_TASK DESCRIPTION:_ Of the lines below, report only those that contain "Lupine".

((

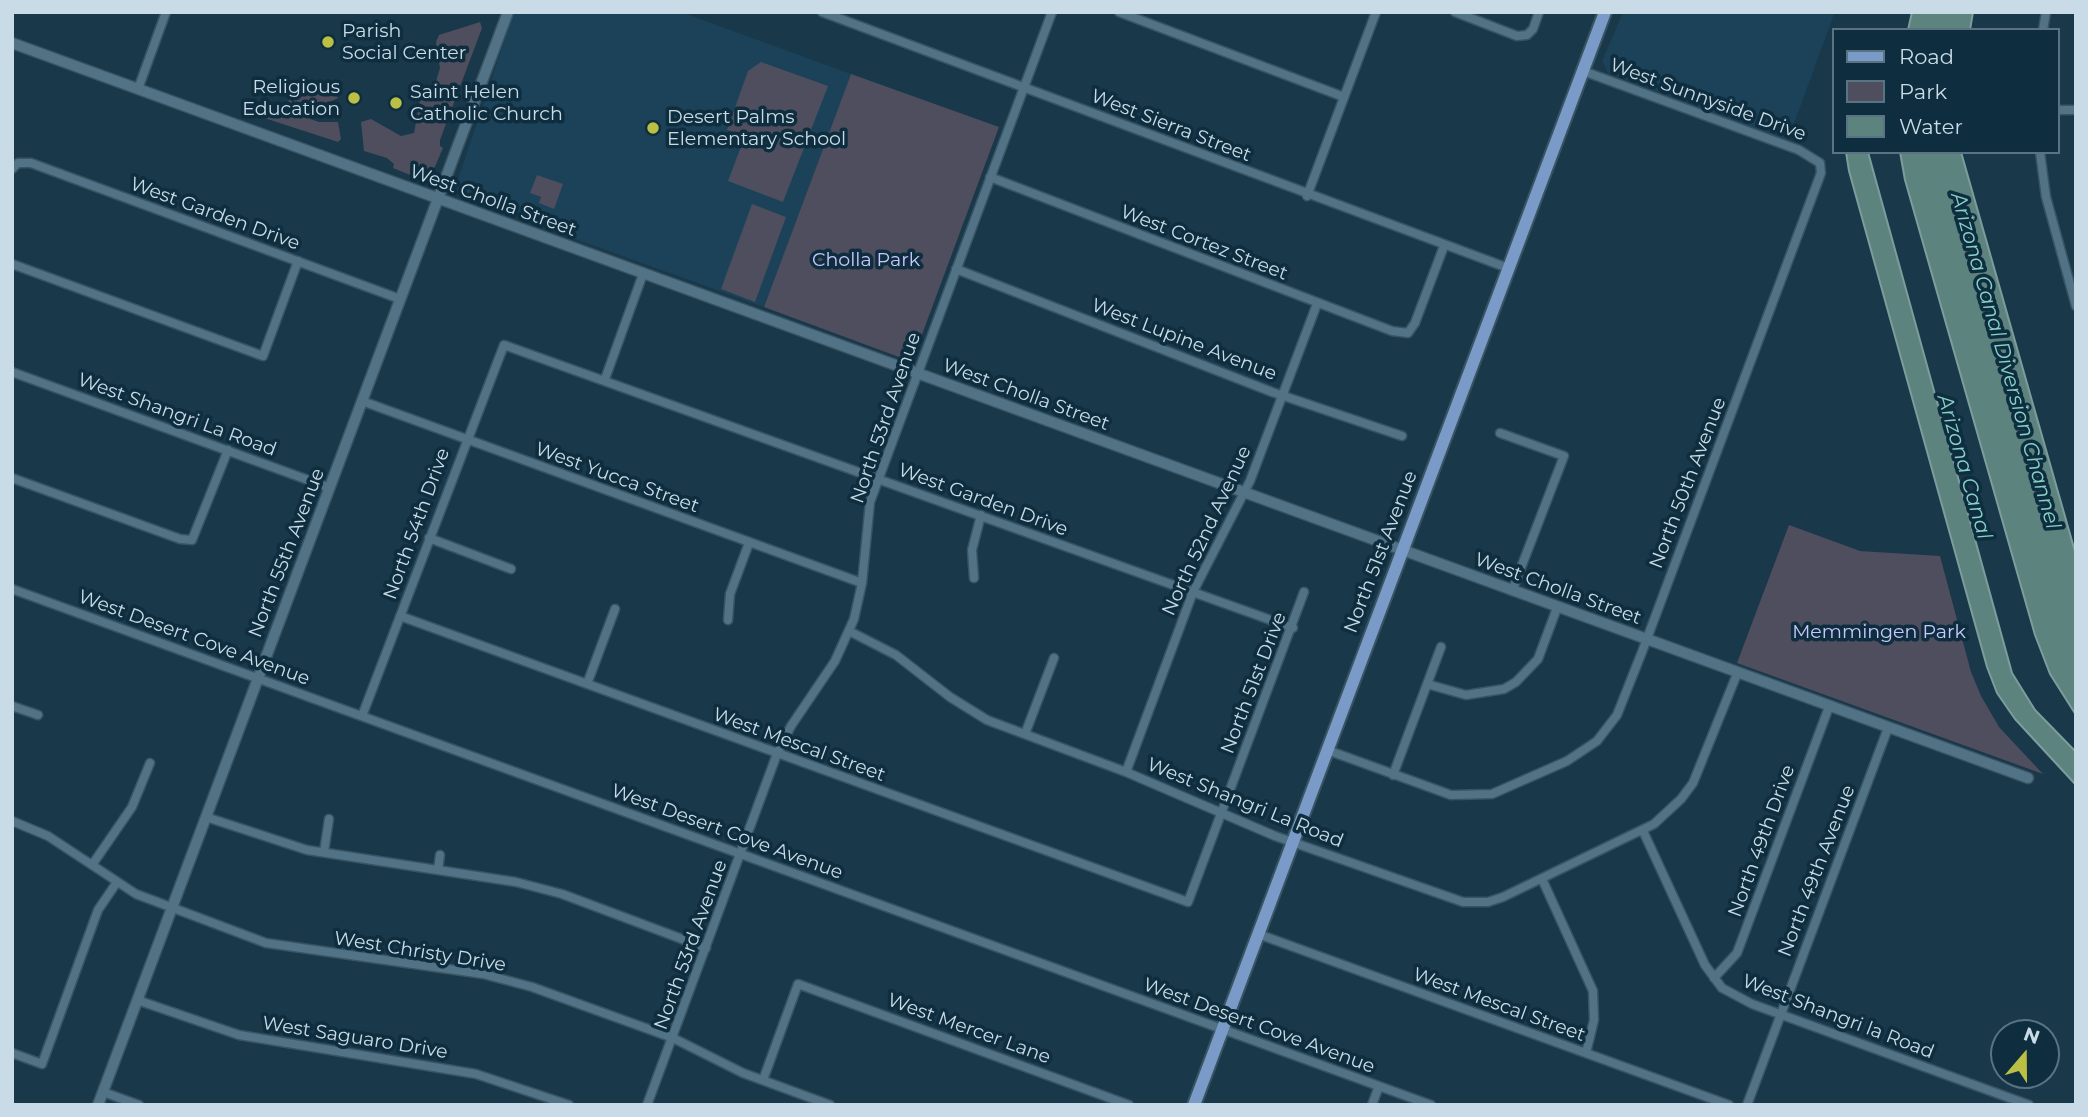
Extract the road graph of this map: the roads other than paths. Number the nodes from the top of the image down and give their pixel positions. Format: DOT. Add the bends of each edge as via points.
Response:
graph roads {
  1 [pos="166,12"];
  2 [pos="508,12"];
  3 [pos="822,12"];
  4 [pos="1052,12"];
  5 [pos="1119,12"];
  6 [pos="1376,12"];
  7 [pos="1455,12"];
  8 [pos="1539,12"];
  9 [pos="1605,12"];
  10 [pos="12,43"];
  11 [pos="1583,71"];
  12 [pos="1024,86"];
  13 [pos="138,89"];
  14 [pos="1344,97"];
  15 [pos="2040,154"];
  16 [pos="1820,163"];
  17 [pos="15,166"];
  18 [pos="990,177"];
  19 [pos="1307,196"];
  20 [pos="438,201"];
  21 [pos="1444,246"];
  22 [pos="298,261"];
  23 [pos="12,264"];
  24 [pos="1508,268"];
  25 [pos="956,269"];
  26 [pos="643,274"];
  27 [pos="400,299"];
  28 [pos="1317,304"];
  29 [pos="2076,306"];
  30 [pos="504,345"];
  31 [pos="12,372"];
  32 [pos="917,374"];
  33 [pos="605,379"];
  34 [pos="1282,395"];
  35 [pos="362,401"];
  36 [pos="1500,433"];
  37 [pos="1402,436"];
  38 [pos="466,440"];
  39 [pos="228,450"];
  40 [pos="12,478"];
  41 [pos="878,479"];
  42 [pos="330,488"];
  43 [pos="1244,493"];
  44 [pos="981,515"];
  45 [pos="429,538"];
  46 [pos="749,543"];
  47 [pos="1402,551"];
  48 [pos="511,569"];
  49 [pos="974,578"];
  50 [pos="862,583"];
  51 [pos="12,589"];
  52 [pos="1193,592"];
  53 [pos="1304,592"];
  54 [pos="1512,592"];
  55 [pos="1557,608"];
  56 [pos="615,609"];
  57 [pos="400,616"];
  58 [pos="728,620"];
  59 [pos="1293,628"];
  60 [pos="849,631"];
  61 [pos="1646,640"];
  62 [pos="1441,647"];
  63 [pos="1054,658"];
  64 [pos="1737,674"];
  65 [pos="259,678"];
  66 [pos="587,684"];
  67 [pos="1427,684"];
  68 [pos="12,706"];
  69 [pos="1829,707"];
  70 [pos="38,715"];
  71 [pos="362,716"];
  72 [pos="1888,728"];
  73 [pos="1025,734"];
  74 [pos="1327,750"];
  75 [pos="777,754"];
  76 [pos="150,763"];
  77 [pos="1126,772"];
  78 [pos="1393,775"];
  79 [pos="2028,778"];
  80 [pos="1222,814"];
  81 [pos="206,817"];
  82 [pos="328,819"];
  83 [pos="12,821"];
  84 [pos="1643,831"];
  85 [pos="1292,842"];
  86 [pos="324,852"];
  87 [pos="741,854"];
  88 [pos="440,856"];
  89 [pos="92,865"];
  90 [pos="438,870"];
  91 [pos="1542,879"];
  92 [pos="117,882"];
  93 [pos="1188,902"];
  94 [pos="172,909"];
  95 [pos="1258,934"];
  96 [pos="706,948"];
  97 [pos="1714,978"];
  98 [pos="137,1000"];
  99 [pos="1780,1015"];
  100 [pos="1222,1030"];
  101 [pos="673,1038"];
  102 [pos="12,1053"];
  103 [pos="1586,1053"];
  104 [pos="763,1080"];
  105 [pos="1379,1086"];
  106 [pos="103,1091"];
  107 [pos="1101,1094"];
  108 [pos="98,1105"];
  109 [pos="139,1105"];
  110 [pos="569,1105"];
  111 [pos="647,1105"];
  112 [pos="830,1105"];
  113 [pos="1097,1105"];
  114 [pos="1129,1105"];
  115 [pos="1194,1105"];
  116 [pos="1372,1105"];
  117 [pos="1431,1105"];
  118 [pos="1728,1105"];
  119 [pos="1747,1105"];
  120 [pos="2029,1105"];
  1 -- 13 [label="street"];
  2 -- 20 [label="street, North 55th Avenue"];
  3 -- 12 [label="street, West Sierra Street"];
  4 -- 12 [label="street, North 53rd Avenue"];
  5 -- 14 [label="street"];
  6 -- 14 [label="street"];
  7 -- 8 [label="street" via="1517,36 1527,35"];
  9 -- 11 [label="main road, North 51st Avenue"];
  10 -- 13 [label="street, West Cholla Street"];
  11 -- 16 [label="street, West Sunnyside Drive" via="1793,148"];
  11 -- 24 [label="main road, North 51st Avenue"];
  12 -- 18 [label="street, North 53rd Avenue"];
  12 -- 19 [label="street, West Sierra Street"];
  13 -- 20 [label="street, West Cholla Street"];
  14 -- 19 [label="street"];
  15 -- 29 [label="street" via="2046,197"];
  16 -- 61 [label="street, North 50th Avenue" via="1821,173"];
  17 -- 22 [label="street, West Garden Drive" via="31,163"];
  18 -- 25 [label="street, North 53rd Avenue"];
  18 -- 28 [label="street, West Cortez Street"];
  19 -- 21 [label="street, West Sierra Street"];
  20 -- 26 [label="street, West Cholla Street"];
  20 -- 27 [label="street, North 55th Avenue"];
  21 -- 24 [label="street, West Sierra Street"];
  21 -- 28 [label="street, West Cortez Street" via="1408,333"];
  22 -- 23 [label="street" via="263,356"];
  22 -- 27 [label="street, West Garden Drive"];
  24 -- 47 [label="main road, North 51st Avenue"];
  25 -- 32 [label="street, North 53rd Avenue"];
  25 -- 34 [label="street, West Lupine Avenue"];
  26 -- 32 [label="street, West Cholla Street"];
  26 -- 33 [label="street"];
  27 -- 35 [label="street, North 55th Avenue"];
  28 -- 34 [label="street, North 52nd Avenue"];
  30 -- 33 [label="street, West Garden Drive"];
  30 -- 38 [label="street, North 54th Drive"];
  31 -- 39 [label="street, West Shangri La Road"];
  32 -- 41 [label="street, North 53rd Avenue"];
  32 -- 43 [label="street, West Cholla Street"];
  33 -- 41 [label="street, West Garden Drive"];
  34 -- 37 [label="street, West Lupine Avenue"];
  34 -- 43 [label="street, North 52nd Avenue"];
  35 -- 38 [label="street, West Yucca Street"];
  35 -- 42 [label="street, North 55th Avenue"];
  36 -- 54 [label="street" via="1564,456"];
  38 -- 45 [label="street, North 54th Drive"];
  38 -- 46 [label="street, West Yucca Street"];
  39 -- 40 [label="street" via="192,540"];
  39 -- 42 [label="street, West Shangri La Road"];
  41 -- 44 [label="street, West Garden Drive"];
  41 -- 50 [label="street, North 53rd Avenue" via="866,525"];
  42 -- 65 [label="street, North 55th Avenue"];
  43 -- 47 [label="street, West Cholla Street"];
  43 -- 52 [label="street, North 52nd Avenue"];
  44 -- 49 [label="street" via="972,550"];
  44 -- 52 [label="street, West Garden Drive"];
  45 -- 48 [label="street"];
  45 -- 57 [label="street, North 54th Drive"];
  46 -- 50 [label="street, West Yucca Street"];
  46 -- 58 [label="street" via="730,594"];
  47 -- 54 [label="street, West Cholla Street"];
  47 -- 74 [label="main road, North 51st Avenue"];
  50 -- 60 [label="street, North 53rd Avenue"];
  51 -- 65 [label="street, West Desert Cove Avenue"];
  52 -- 59 [label="street, West Garden Drive"];
  52 -- 77 [label="street, North 52nd Avenue"];
  53 -- 59 [label="street, North 51st Drive"];
  54 -- 55 [label="street, West Cholla Street"];
  55 -- 61 [label="street, West Cholla Street"];
  55 -- 67 [label="street" via="1538,659 1516,682 1504,689 1466,695"];
  56 -- 66 [label="street"];
  57 -- 66 [label="street, West Mescal Street"];
  57 -- 71 [label="street, North 54th Drive"];
  59 -- 80 [label="street, North 51st Drive"];
  60 -- 73 [label="street, West Shangri La Road" via="896,655 987,720"];
  60 -- 75 [label="street, North 53rd Avenue"];
  61 -- 64 [label="street, West Cholla Street"];
  61 -- 78 [label="street, North 50th Avenue" via="1617,715 1583,753 1508,789 1475,797 1451,795"];
  62 -- 67 [label="street"];
  63 -- 73 [label="street"];
  64 -- 69 [label="street, West Cholla Street"];
  64 -- 84 [label="street, West Shangri La Road" via="1693,783 1668,812"];
  65 -- 71 [label="street, West Desert Cove Avenue"];
  65 -- 81 [label="street, North 55th Avenue"];
  66 -- 75 [label="street, West Mescal Street"];
  67 -- 78 [label="street"];
  68 -- 70 [label="street"];
  69 -- 72 [label="street, West Cholla Street"];
  69 -- 97 [label="street, North 49th Drive" via="1737,953"];
  71 -- 87 [label="street, West Desert Cove Avenue"];
  72 -- 79 [label="street, West Cholla Street"];
  72 -- 99 [label="street, North 49th Avenue"];
  73 -- 77 [label="street, West Shangri La Road"];
  74 -- 78 [label="street"];
  74 -- 85 [label="main road, North 51st Avenue"];
  75 -- 87 [label="street, North 53rd Avenue"];
  75 -- 93 [label="street, West Mescal Street"];
  76 -- 89 [label="street" via="132,807"];
  77 -- 80 [label="street, West Shangri La Road"];
  80 -- 85 [label="street, West Shangri La Road"];
  80 -- 93 [label="street, North 51st Drive"];
  81 -- 86 [label="street" via="286,845"];
  81 -- 94 [label="street, North 55th Avenue"];
  82 -- 86 [label="street"];
  83 -- 89 [label="street, West Christy Drive" via="48,836"];
  84 -- 91 [label="street, West Shangri La Road"];
  84 -- 97 [label="street, West Shangri la Road"];
  85 -- 91 [label="street, West Shangri La Road" via="1463,902 1488,902"];
  85 -- 95 [label="main road, North 51st Avenue"];
  86 -- 90 [label="street"];
  87 -- 96 [label="street, North 53rd Avenue"];
  87 -- 100 [label="street, West Desert Cove Avenue"];
  88 -- 90 [label="street"];
  89 -- 92 [label="street, West Christy Drive"];
  90 -- 96 [label="street" via="562,894"];
  91 -- 103 [label="street" via="1594,991 1594,1020"];
  92 -- 94 [label="street, West Christy Drive"];
  92 -- 102 [label="street" via="98,910 42,1064"];
  94 -- 98 [label="street, North 55th Avenue"];
  94 -- 101 [label="street, West Christy Drive" via="266,943 482,974"];
  95 -- 100 [label="main road, North 51st Avenue"];
  95 -- 103 [label="street, West Mescal Street"];
  96 -- 101 [label="street, North 53rd Avenue"];
  97 -- 99 [label="street, West Shangri la Road" via="1736,997"];
  98 -- 106 [label="street, North 55th Avenue"];
  98 -- 110 [label="street, West Saguaro Drive" via="239,1035 476,1074"];
  99 -- 119 [label="street, North 49th Avenue"];
  99 -- 120 [label="street, West Shangri la Road"];
  100 -- 105 [label="street, West Desert Cove Avenue"];
  100 -- 115 [label="main road, North 51st Avenue"];
  101 -- 104 [label="street, West Christy Drive"];
  101 -- 111 [label="street, North 53rd Avenue"];
  103 -- 118 [label="street, West Mescal Street"];
  104 -- 107 [label="street, West Mercer Lane" via="798,984"];
  104 -- 112 [label="street, West Christy Drive"];
  105 -- 116 [label="street"];
  105 -- 117 [label="street, West Desert Cove Avenue"];
  106 -- 108 [label="street, North 55th Avenue"];
  106 -- 109 [label="street"];
  107 -- 113 [label="street"];
  107 -- 114 [label="street, West Mercer Lane"];
}
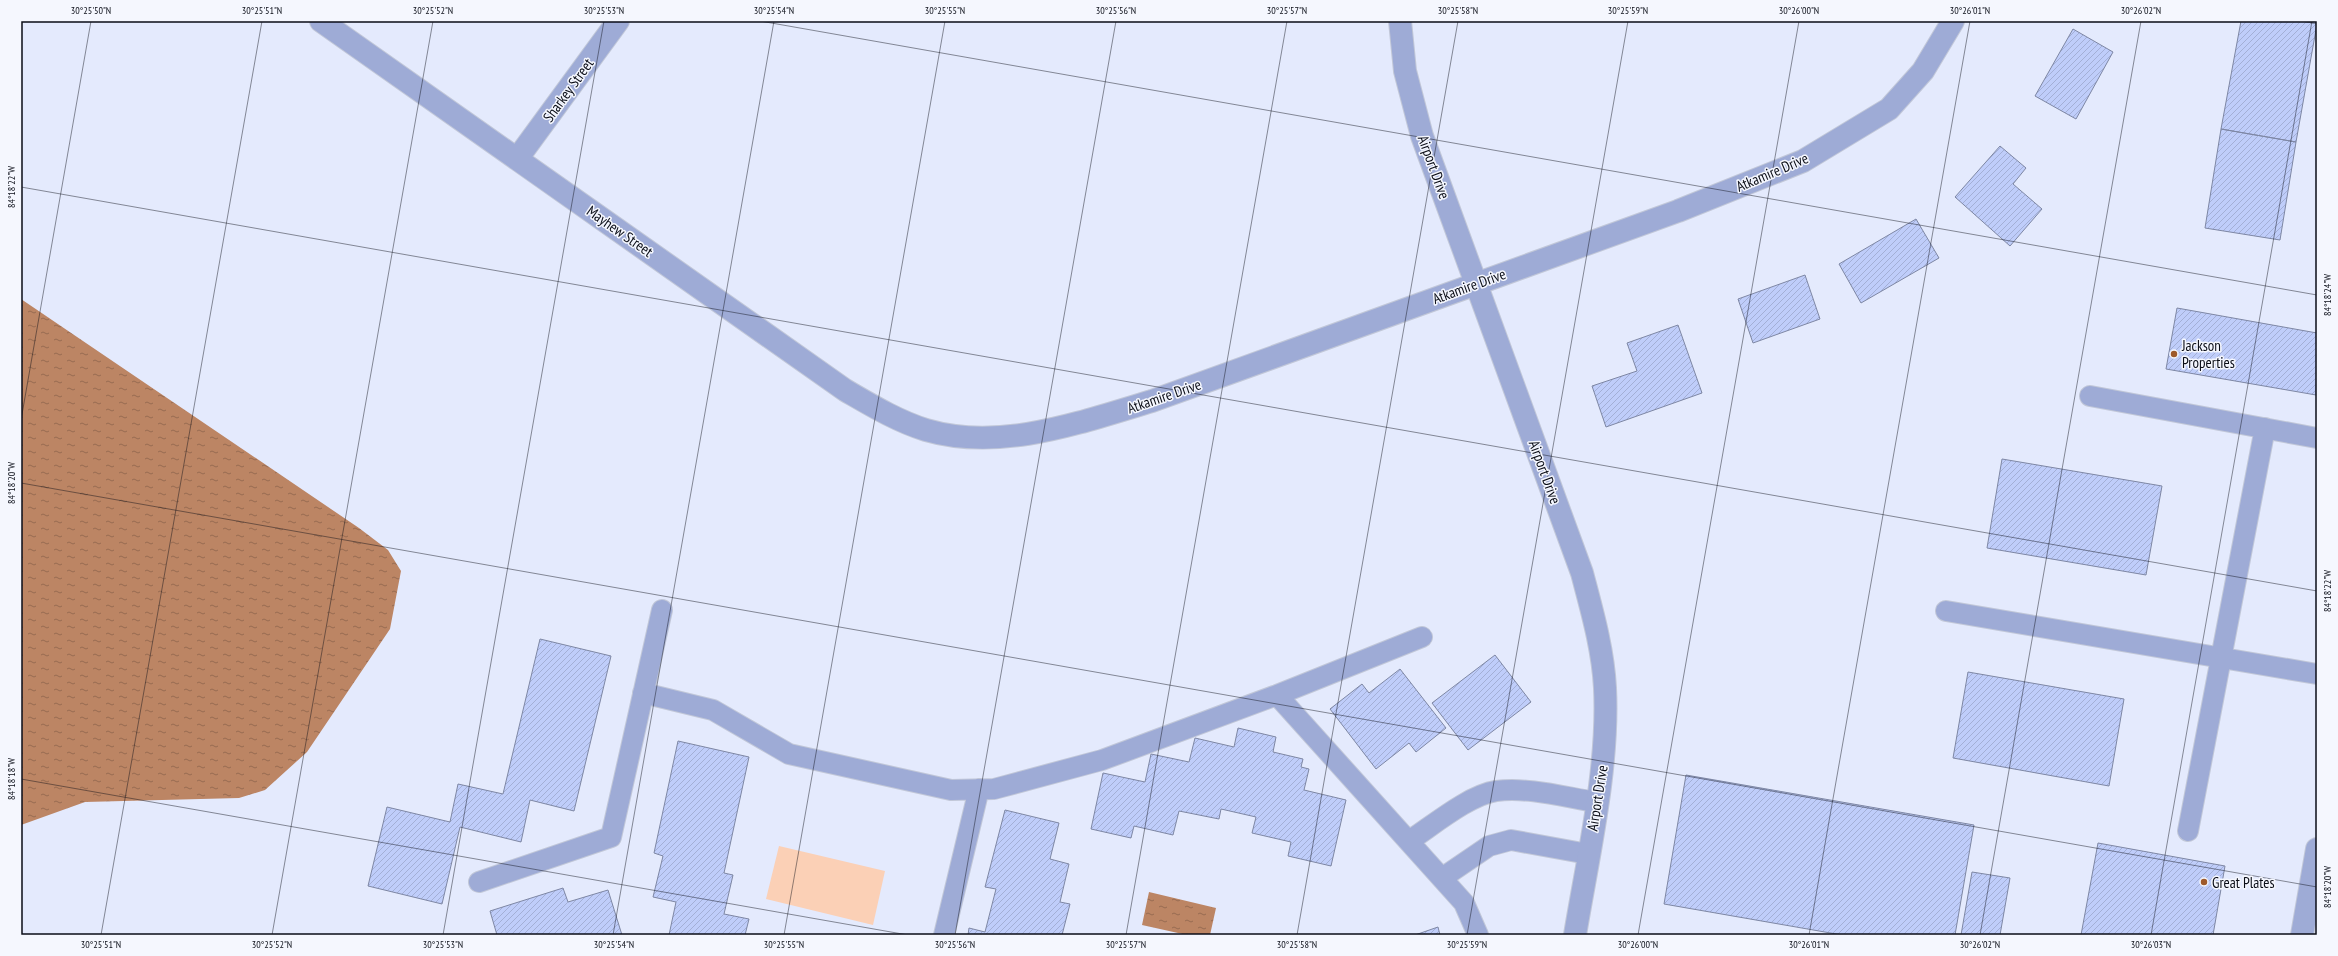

))

_PROBLEM SOLUTION:_
  25 -- 34 [label="street, West Lupine Avenue"];
  34 -- 37 [label="street, West Lupine Avenue"];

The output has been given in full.